O que realmente faz os modelos de negócios híbridos funcionarem é a forma como integram diferentes tipos de dados. Analisar os números de vendas no atacado permite acompanhar, por exemplo, a velocidade com que os SKUs se movem em diversas regiões, a frequência com que os contratados realizam compras e quais especificadores estão adotando determinados produtos. Isso fornece às empresas uma visão ampla sobre onde a demanda está crescendo e quais problemas de estoque podem surgir. Há ainda todos os dados sobre o comportamento do cliente provenientes dos canais diretos ao consumidor. As pessoas deixam rastros em toda parte online — o que navegam, por que abandonam carrinhos de compras, suas avaliações e até mesmo os comentários após instalações. Esses detalhes revelam exatamente o que os clientes desejam e onde enfrentam dificuldades.

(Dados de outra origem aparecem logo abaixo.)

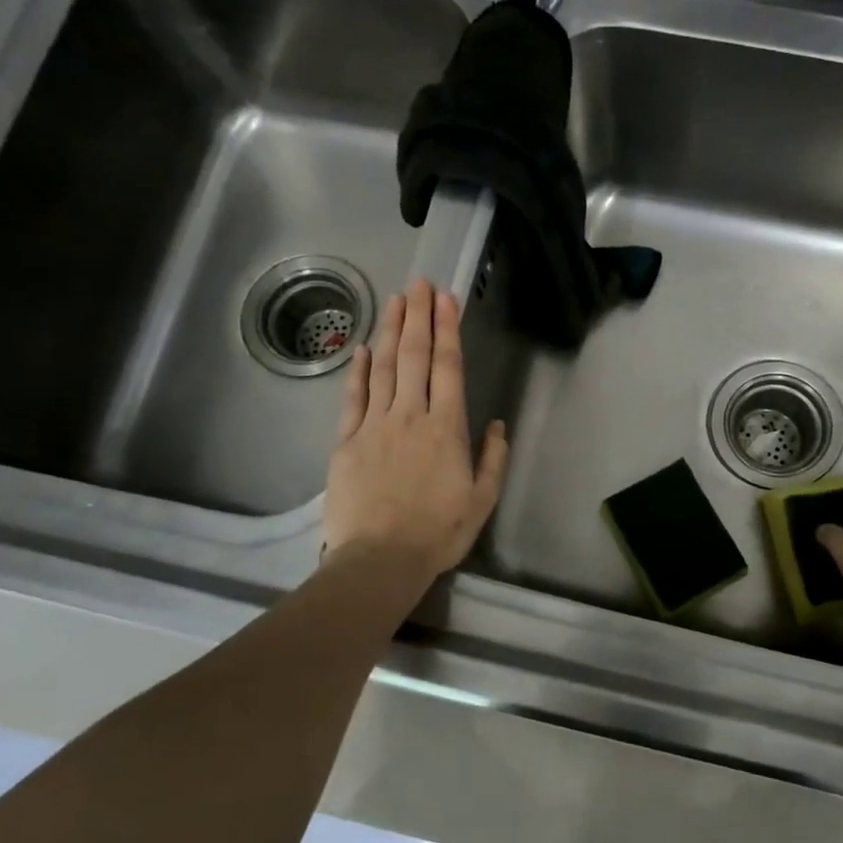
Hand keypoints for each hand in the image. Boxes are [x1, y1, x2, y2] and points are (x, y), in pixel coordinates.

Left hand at [323, 278, 509, 581]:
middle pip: (414, 356)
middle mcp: (410, 416)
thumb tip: (495, 424)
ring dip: (389, 331)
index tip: (446, 298)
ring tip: (395, 300)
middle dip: (418, 316)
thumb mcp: (482, 500)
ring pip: (383, 368)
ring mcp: (374, 425)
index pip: (448, 367)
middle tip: (420, 283)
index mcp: (446, 428)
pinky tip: (361, 348)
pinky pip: (352, 397)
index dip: (447, 329)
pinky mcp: (347, 441)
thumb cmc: (438, 532)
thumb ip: (492, 458)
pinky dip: (357, 370)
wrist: (380, 559)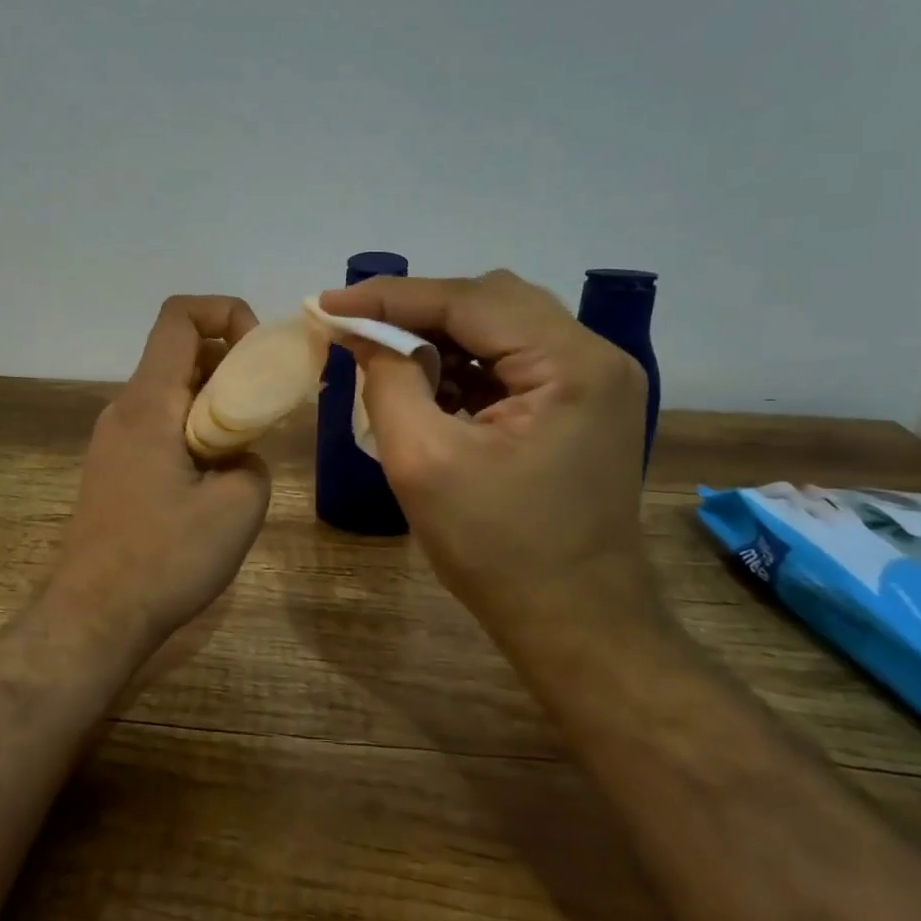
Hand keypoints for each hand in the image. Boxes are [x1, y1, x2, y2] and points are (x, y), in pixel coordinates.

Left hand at [55, 296, 272, 639]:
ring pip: (172, 392)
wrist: (94, 617)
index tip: (259, 355)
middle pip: (180, 353)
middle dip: (231, 363)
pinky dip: (195, 429)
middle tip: (268, 404)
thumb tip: (240, 455)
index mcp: (148, 403)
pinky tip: (216, 477)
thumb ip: (253, 461)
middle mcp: (124, 409)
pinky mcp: (115, 468)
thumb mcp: (238, 507)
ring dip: (215, 401)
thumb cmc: (165, 559)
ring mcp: (114, 440)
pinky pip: (160, 425)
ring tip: (248, 445)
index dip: (227, 313)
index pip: (180, 317)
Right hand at [318, 270, 647, 627]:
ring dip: (437, 336)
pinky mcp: (580, 404)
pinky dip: (463, 364)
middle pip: (489, 302)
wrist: (575, 624)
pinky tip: (426, 383)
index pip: (468, 301)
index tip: (325, 303)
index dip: (389, 296)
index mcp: (571, 365)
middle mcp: (595, 357)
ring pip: (500, 326)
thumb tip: (359, 333)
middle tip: (353, 328)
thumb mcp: (422, 462)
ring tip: (382, 355)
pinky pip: (511, 360)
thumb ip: (387, 381)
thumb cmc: (497, 551)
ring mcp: (593, 380)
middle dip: (414, 311)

Ao reunir todos esses dados em um único sistema analítico, as empresas conseguem prever com maior precisão, desenvolver produtos mais rapidamente e direcionar esforços de marketing exatamente onde forem necessários. Tome-se como exemplo uma grande empresa fabricante de torneiras. Ao analisar as avaliações dos clientes, percebeu que os acabamentos pretos foscos estavam ganhando popularidade. Em vez de esperar surgirem problemas, antecipou-se e ajustou sua estratégia de reposição no atacado. O resultado? Cerca de 40% menos rupturas de estoque e os distribuidores esgotaram seus estoques muito mais rapidamente que o habitual, dentro de três meses.